In a holiday sale, a price of $6.99 is advertised as "marked down from the manufacturer's suggested retail price (MSRP) of $9.99". This illustrates the use of the _____ heuristic: a. representativeness b. availability c. simulation d. anchoring and adjustment

D Lecture 22. The MSRP represents a kind of anchor on the judgment - a reference point against which the sale price is to be compared. Never mind that, in many sales, the store already doesn't share the MSRP, meaning that the sale price is not nearly as good as it appears to be.

The sentence "They are visiting firemen" is illustrates the importance of _____ in language. a. morphology b. syntax c. semantics d. pragmatics

D Lecture 25. Morphological rules have to do with how words are formed from roots, prefixes, etc.
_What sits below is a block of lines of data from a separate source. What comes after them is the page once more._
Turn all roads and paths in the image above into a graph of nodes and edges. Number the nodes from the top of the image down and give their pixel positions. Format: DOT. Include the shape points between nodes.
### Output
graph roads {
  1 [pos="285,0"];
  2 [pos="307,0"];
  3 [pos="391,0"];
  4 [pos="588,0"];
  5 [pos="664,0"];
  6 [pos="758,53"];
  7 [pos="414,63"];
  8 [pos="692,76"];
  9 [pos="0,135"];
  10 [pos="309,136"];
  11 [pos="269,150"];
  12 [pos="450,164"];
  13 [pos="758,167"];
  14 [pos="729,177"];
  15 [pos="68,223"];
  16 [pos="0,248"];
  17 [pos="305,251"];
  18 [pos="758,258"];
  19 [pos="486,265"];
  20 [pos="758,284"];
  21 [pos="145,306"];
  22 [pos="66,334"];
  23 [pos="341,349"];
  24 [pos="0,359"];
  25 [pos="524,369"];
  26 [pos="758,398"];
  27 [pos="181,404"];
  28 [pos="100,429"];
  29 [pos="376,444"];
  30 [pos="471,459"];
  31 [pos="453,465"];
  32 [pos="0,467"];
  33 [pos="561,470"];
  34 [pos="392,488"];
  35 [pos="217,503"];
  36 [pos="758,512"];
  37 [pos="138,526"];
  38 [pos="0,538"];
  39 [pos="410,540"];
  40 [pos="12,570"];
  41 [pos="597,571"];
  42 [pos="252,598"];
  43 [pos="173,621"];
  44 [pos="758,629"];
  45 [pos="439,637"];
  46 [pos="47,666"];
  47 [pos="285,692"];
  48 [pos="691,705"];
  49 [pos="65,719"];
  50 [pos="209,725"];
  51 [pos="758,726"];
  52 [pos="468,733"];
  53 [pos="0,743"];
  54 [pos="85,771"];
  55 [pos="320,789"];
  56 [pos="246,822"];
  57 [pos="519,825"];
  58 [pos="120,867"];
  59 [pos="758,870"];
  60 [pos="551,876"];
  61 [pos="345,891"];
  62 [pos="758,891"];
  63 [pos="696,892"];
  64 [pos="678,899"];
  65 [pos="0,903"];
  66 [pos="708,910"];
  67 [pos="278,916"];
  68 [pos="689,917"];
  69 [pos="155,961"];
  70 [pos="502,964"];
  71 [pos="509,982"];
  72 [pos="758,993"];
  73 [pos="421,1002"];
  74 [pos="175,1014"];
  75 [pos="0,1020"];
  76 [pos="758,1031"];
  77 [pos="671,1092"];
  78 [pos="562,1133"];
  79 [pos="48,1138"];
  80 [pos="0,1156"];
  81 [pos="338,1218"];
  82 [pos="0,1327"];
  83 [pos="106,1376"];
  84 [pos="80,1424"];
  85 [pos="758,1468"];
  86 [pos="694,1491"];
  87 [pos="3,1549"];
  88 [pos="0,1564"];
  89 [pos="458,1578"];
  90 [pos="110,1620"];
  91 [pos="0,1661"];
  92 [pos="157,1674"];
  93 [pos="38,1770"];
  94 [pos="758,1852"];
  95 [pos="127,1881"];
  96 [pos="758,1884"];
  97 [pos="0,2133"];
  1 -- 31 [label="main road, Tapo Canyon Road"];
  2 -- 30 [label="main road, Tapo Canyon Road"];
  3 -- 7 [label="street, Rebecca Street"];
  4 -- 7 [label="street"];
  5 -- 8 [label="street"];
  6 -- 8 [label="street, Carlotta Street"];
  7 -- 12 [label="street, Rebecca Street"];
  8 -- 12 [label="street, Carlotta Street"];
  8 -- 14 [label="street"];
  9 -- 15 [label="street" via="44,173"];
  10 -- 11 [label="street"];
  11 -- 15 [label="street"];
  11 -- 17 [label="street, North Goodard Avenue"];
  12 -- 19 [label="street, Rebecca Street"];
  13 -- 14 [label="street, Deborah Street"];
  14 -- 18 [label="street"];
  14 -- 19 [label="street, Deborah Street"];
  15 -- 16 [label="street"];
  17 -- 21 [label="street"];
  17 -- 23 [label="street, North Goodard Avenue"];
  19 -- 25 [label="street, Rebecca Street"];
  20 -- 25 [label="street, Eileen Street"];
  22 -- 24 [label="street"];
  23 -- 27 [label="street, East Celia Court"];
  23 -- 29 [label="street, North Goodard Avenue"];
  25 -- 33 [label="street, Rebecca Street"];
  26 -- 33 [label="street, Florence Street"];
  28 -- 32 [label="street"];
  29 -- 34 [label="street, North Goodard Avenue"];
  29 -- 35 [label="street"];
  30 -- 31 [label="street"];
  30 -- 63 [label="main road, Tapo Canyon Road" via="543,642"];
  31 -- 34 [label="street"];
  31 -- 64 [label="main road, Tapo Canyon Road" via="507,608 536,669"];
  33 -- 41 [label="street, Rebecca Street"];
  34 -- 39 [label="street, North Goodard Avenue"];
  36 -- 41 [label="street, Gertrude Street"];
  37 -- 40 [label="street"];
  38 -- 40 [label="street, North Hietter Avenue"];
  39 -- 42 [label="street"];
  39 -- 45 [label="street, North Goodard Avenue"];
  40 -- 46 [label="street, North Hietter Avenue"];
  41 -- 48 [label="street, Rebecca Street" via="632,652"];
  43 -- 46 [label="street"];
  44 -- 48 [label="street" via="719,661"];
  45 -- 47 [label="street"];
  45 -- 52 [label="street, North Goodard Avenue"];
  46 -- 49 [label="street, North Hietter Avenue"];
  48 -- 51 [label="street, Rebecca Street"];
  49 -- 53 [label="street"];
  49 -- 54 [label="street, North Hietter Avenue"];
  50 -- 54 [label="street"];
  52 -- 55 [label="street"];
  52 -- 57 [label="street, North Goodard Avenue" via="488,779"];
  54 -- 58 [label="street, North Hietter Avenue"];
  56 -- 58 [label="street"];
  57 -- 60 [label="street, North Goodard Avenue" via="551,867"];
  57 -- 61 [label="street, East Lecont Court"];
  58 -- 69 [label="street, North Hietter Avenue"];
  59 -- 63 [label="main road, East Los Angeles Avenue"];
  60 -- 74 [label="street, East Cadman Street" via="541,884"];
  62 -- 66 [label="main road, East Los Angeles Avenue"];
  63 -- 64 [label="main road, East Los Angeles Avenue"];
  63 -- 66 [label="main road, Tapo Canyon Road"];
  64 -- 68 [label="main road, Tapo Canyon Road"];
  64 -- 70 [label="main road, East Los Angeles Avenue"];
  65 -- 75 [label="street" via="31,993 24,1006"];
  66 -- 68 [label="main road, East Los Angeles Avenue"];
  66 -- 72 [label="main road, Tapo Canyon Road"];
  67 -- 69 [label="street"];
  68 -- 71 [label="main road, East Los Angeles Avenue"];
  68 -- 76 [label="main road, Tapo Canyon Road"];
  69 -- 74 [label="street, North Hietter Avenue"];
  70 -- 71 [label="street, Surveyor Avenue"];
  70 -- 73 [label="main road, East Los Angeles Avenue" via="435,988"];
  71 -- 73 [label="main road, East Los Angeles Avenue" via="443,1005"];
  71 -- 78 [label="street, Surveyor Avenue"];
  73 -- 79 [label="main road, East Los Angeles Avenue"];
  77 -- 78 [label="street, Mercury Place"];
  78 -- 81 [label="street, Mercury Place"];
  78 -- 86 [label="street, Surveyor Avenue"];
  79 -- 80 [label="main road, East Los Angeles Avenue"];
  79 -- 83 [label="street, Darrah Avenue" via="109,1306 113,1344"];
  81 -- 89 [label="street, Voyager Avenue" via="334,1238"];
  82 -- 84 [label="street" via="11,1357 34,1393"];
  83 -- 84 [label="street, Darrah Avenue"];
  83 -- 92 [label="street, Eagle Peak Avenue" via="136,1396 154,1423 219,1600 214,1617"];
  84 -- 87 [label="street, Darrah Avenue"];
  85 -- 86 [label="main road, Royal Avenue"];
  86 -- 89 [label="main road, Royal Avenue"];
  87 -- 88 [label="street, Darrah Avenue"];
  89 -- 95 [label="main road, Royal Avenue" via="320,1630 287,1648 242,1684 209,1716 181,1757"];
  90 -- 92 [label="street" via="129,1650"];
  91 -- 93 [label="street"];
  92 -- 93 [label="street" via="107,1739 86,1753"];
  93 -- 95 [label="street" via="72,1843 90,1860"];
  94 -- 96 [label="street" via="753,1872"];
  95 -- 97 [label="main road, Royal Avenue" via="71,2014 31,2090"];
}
Syntax has to do with grammar. Semantics has to do with meanings - of words, phrases, and sentences. But sometimes morphology, semantics, and syntax aren't enough, leaving sentences like these ambiguous. Such sentences can only be decoded by reference to the context -- for example, whether it's the firemen who are doing the visiting, or the firemen who are being visited.

What makes a "basic emotion" basic? a. It lies close to the major axes of the affect circumplex. b. It is closely related to the reflexes of "flight, fight, or freeze". c. It is associated with a particular pattern of autonomic nervous system activity. d. It is recognized in many different cultures.

D Lecture 26. In Ekman's view, the basic emotions are basic because they're prewired by evolution. And because, by virtue of evolution, we're all alike under the skin, there are few or no cultural differences either in the expression of these basic emotions, or the ability to recognize them in others.

In the conformity experiments similar to those conducted by Asch: a. the mere presence of other people facilitates conformity when the task is simple. b. the mere presence of other people facilitates conformity when the task is complex. c. conformity is highly correlated with the relative strength of the majority. d. just one or two dissenters is enough to reduce conformity to the majority opinion.

Lecture 31. There is a mere presence effect, but it's an effect on task performance, not conformity. In the Asch paradigm, conformity increases as the number in the majority increases, but it quickly reaches a plateau, after which increasing the size of the majority has no effect on conformity. But if there are just a couple of dissenters, no matter how large the majority (within the limits tested in the experimental situation), their presence tends to diminish conformist tendencies.

Repeated exposure: a. increases preference judgments. b. increases cognitive dissonance. c. decreases downward social comparison. d. decreases the sleeper effect.

Lecture 32. This is about the mere exposure effect, in which repeated exposure to an object, even if incidental and non-substantive, tends to increase subjects' preference for that object.